## ACTIVITY
Return every line of the records that includes the string "Left".

========================

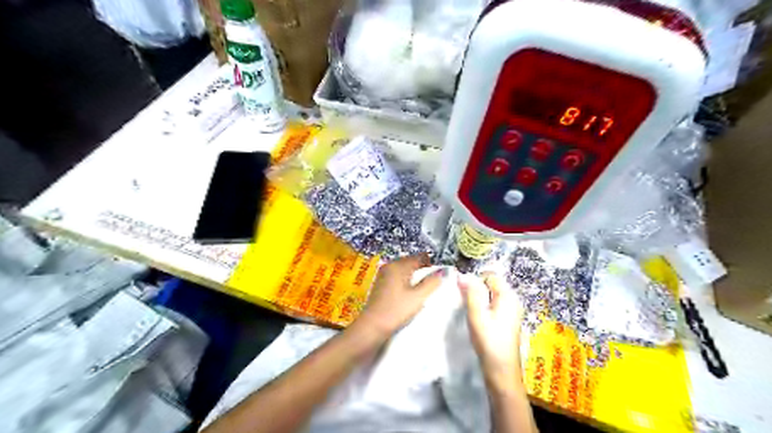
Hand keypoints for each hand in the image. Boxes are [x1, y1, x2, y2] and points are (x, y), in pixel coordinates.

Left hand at [355, 254, 442, 337]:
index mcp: (399, 265)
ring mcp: (384, 274)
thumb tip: (443, 271)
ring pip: (404, 270)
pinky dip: (406, 281)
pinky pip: (398, 276)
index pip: (420, 257)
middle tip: (432, 283)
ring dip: (415, 276)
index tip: (439, 275)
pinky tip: (409, 293)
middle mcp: (390, 265)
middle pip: (411, 262)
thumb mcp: (418, 297)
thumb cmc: (396, 310)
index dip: (432, 264)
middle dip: (423, 270)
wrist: (372, 326)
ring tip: (422, 289)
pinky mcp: (381, 283)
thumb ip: (432, 282)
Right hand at [460, 274, 528, 381]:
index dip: (476, 281)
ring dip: (479, 300)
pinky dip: (484, 309)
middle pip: (492, 285)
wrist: (502, 371)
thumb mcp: (477, 314)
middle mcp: (513, 301)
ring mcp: (512, 312)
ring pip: (492, 296)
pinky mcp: (508, 321)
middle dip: (477, 290)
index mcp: (508, 296)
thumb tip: (463, 275)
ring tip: (471, 313)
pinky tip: (478, 320)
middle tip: (466, 304)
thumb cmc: (489, 340)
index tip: (464, 294)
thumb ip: (471, 292)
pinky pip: (495, 306)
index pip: (491, 276)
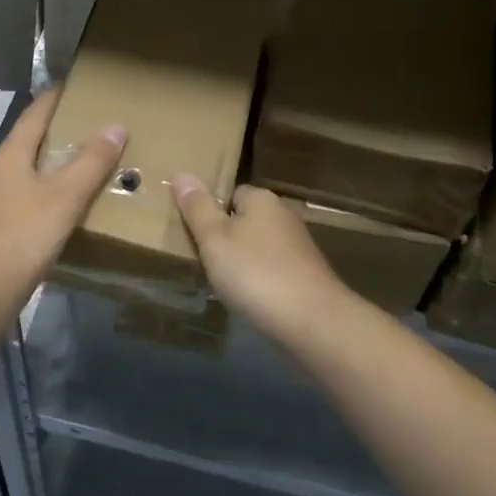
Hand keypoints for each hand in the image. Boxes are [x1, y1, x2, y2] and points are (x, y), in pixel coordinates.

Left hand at [0, 90, 125, 298]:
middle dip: (59, 130)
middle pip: (30, 140)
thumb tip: (116, 126)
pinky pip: (28, 195)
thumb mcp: (64, 196)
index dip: (55, 98)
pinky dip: (49, 189)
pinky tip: (67, 203)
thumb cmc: (22, 235)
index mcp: (11, 155)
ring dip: (54, 162)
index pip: (35, 114)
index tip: (77, 86)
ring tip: (87, 161)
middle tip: (93, 124)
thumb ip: (91, 162)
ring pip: (29, 169)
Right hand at [171, 178, 347, 337]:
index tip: (194, 233)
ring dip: (243, 262)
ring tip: (221, 283)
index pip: (231, 193)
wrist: (313, 322)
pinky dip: (259, 281)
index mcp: (262, 199)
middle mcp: (283, 216)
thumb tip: (182, 174)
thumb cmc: (256, 273)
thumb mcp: (214, 239)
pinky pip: (273, 270)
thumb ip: (197, 207)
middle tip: (202, 260)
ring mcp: (299, 248)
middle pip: (245, 220)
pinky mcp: (307, 276)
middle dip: (226, 237)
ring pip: (259, 247)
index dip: (211, 211)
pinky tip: (249, 299)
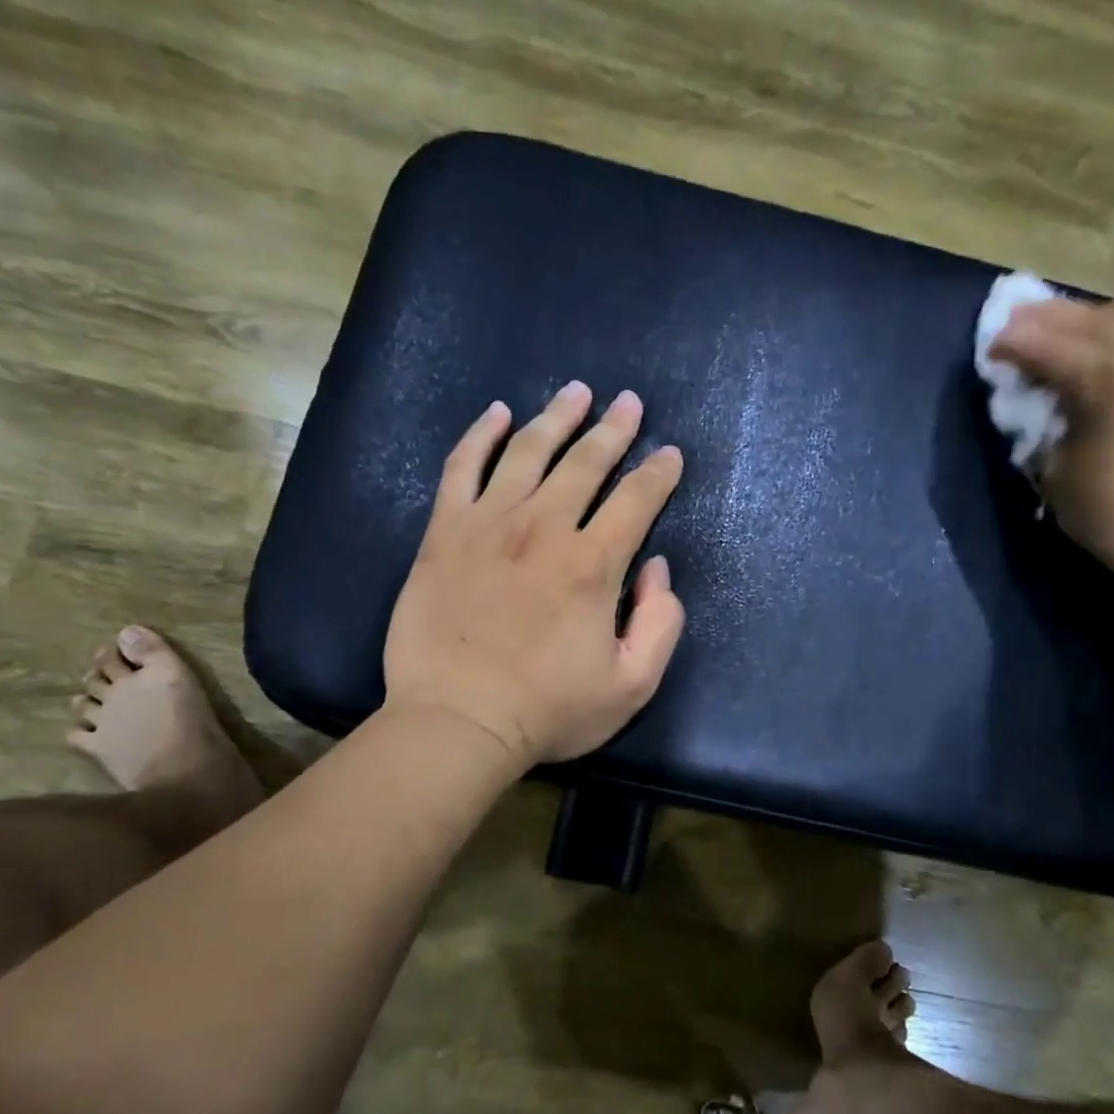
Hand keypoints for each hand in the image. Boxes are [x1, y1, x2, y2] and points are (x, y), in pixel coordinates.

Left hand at [383, 382, 686, 767]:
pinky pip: (461, 467)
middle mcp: (544, 529)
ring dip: (557, 417)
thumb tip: (656, 569)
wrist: (456, 722)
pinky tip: (497, 413)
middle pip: (586, 462)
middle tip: (629, 402)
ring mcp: (488, 525)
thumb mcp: (632, 685)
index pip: (637, 500)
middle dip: (614, 429)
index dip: (659, 473)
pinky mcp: (444, 533)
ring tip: (577, 392)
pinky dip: (480, 435)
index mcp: (593, 565)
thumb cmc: (548, 710)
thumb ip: (661, 624)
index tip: (670, 454)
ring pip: (528, 452)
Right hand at [990, 283, 1113, 604]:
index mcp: (1111, 379)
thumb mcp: (1058, 476)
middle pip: (1098, 318)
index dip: (1015, 343)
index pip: (1048, 347)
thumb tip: (1054, 411)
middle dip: (1055, 318)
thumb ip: (1052, 431)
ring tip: (1110, 328)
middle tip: (1028, 324)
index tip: (994, 345)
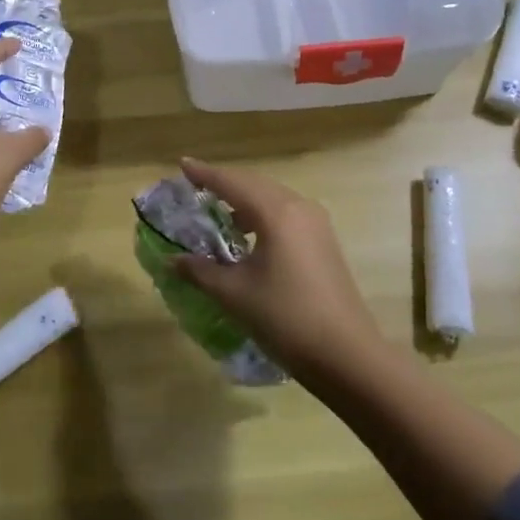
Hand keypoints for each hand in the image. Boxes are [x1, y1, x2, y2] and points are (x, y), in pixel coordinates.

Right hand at [171, 157, 384, 378]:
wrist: (346, 355)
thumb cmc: (285, 318)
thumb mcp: (235, 294)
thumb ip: (201, 271)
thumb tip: (172, 261)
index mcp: (276, 212)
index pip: (232, 182)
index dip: (205, 174)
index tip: (181, 164)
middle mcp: (298, 207)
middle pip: (254, 184)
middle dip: (224, 183)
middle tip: (196, 186)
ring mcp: (316, 223)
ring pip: (272, 197)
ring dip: (244, 200)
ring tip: (219, 214)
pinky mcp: (324, 241)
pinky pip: (286, 213)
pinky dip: (262, 215)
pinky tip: (248, 236)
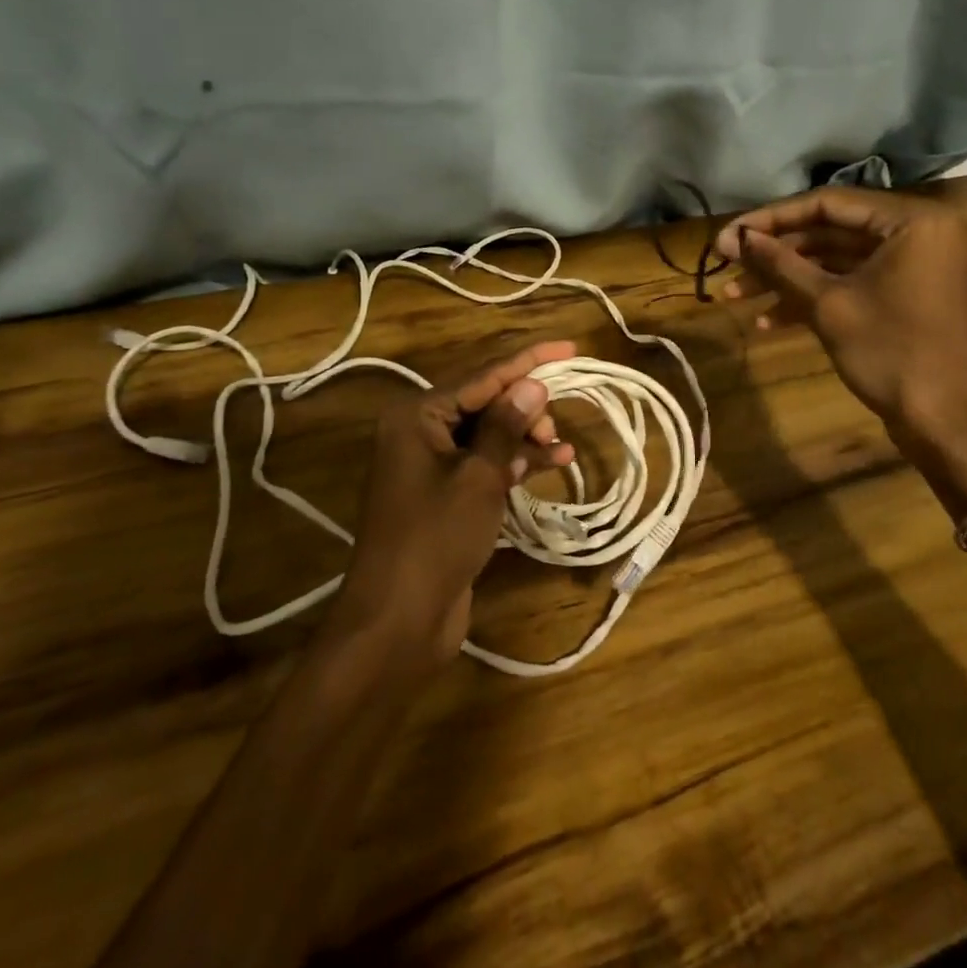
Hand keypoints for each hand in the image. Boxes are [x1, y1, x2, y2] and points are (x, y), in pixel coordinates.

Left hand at [327, 342, 577, 671]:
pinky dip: (514, 462)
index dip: (528, 360)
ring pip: (487, 433)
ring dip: (524, 436)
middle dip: (525, 407)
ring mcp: (431, 464)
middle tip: (554, 426)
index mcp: (417, 415)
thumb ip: (506, 427)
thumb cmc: (435, 538)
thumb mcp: (479, 477)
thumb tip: (531, 385)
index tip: (569, 347)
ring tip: (559, 448)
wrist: (397, 619)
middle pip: (484, 401)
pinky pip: (484, 463)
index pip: (482, 375)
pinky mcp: (444, 494)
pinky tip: (551, 464)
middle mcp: (420, 431)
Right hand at [715, 187, 966, 438]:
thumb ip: (779, 263)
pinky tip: (770, 322)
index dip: (771, 219)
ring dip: (788, 280)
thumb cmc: (891, 352)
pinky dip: (816, 299)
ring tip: (735, 297)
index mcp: (914, 221)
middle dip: (776, 255)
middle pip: (832, 233)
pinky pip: (857, 285)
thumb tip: (732, 237)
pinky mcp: (910, 299)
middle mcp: (922, 234)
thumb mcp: (827, 304)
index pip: (829, 204)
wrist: (947, 424)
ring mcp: (917, 269)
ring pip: (839, 263)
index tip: (729, 235)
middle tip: (728, 265)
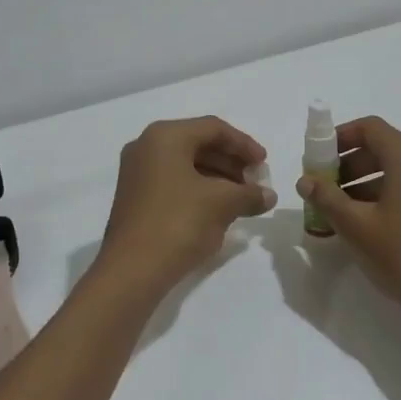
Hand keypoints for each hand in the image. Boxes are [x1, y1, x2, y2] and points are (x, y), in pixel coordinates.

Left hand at [92, 117, 275, 297]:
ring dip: (217, 178)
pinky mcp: (135, 197)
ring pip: (186, 164)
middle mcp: (146, 146)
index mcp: (165, 136)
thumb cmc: (179, 223)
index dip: (244, 144)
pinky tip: (218, 210)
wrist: (132, 270)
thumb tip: (268, 196)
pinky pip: (173, 181)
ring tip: (242, 199)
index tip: (264, 164)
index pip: (213, 128)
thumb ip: (249, 194)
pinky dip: (199, 189)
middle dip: (231, 162)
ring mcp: (137, 172)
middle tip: (255, 183)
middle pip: (198, 144)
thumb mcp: (222, 204)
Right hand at [296, 116, 400, 341]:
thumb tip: (306, 181)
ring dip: (369, 182)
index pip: (370, 128)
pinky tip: (373, 223)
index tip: (319, 158)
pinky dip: (392, 194)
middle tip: (326, 189)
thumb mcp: (357, 227)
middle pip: (385, 147)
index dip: (340, 138)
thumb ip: (327, 198)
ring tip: (343, 212)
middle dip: (351, 164)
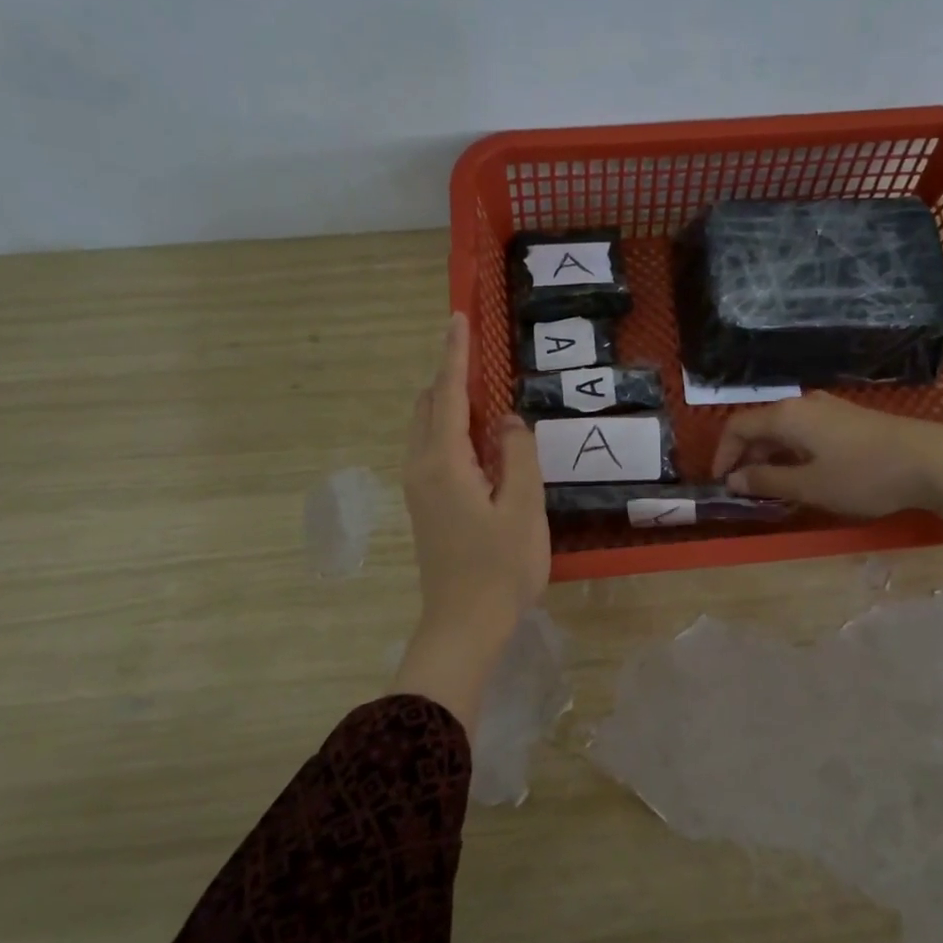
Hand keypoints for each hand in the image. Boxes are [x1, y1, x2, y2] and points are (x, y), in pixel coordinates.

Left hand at [396, 315, 548, 732]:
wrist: (463, 625)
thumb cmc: (500, 568)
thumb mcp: (524, 508)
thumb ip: (518, 454)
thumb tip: (509, 421)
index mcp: (444, 461)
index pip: (449, 393)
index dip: (455, 354)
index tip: (456, 317)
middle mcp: (421, 466)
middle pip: (430, 405)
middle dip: (450, 375)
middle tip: (480, 354)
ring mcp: (418, 487)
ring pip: (427, 428)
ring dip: (450, 403)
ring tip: (485, 393)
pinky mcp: (425, 505)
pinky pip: (432, 448)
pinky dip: (450, 428)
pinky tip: (479, 439)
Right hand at [710, 392, 942, 516]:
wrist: (932, 460)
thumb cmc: (863, 475)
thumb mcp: (809, 486)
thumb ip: (766, 482)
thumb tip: (734, 479)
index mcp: (786, 415)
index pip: (737, 426)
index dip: (723, 453)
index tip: (721, 482)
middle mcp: (802, 404)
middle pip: (760, 426)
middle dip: (746, 457)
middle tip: (745, 490)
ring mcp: (828, 409)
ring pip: (784, 430)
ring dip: (770, 457)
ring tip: (773, 488)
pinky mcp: (848, 419)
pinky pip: (805, 432)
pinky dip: (792, 453)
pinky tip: (804, 475)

========================

## TASK RESULT
Left hand at [355, 254, 442, 337]:
Left hand at [0, 90, 125, 298]:
Left hand at [383, 382, 686, 767]:
Left hand at [327, 342, 577, 671]:
Left hand at [92, 117, 275, 297]:
Left hand at [396, 315, 548, 732]:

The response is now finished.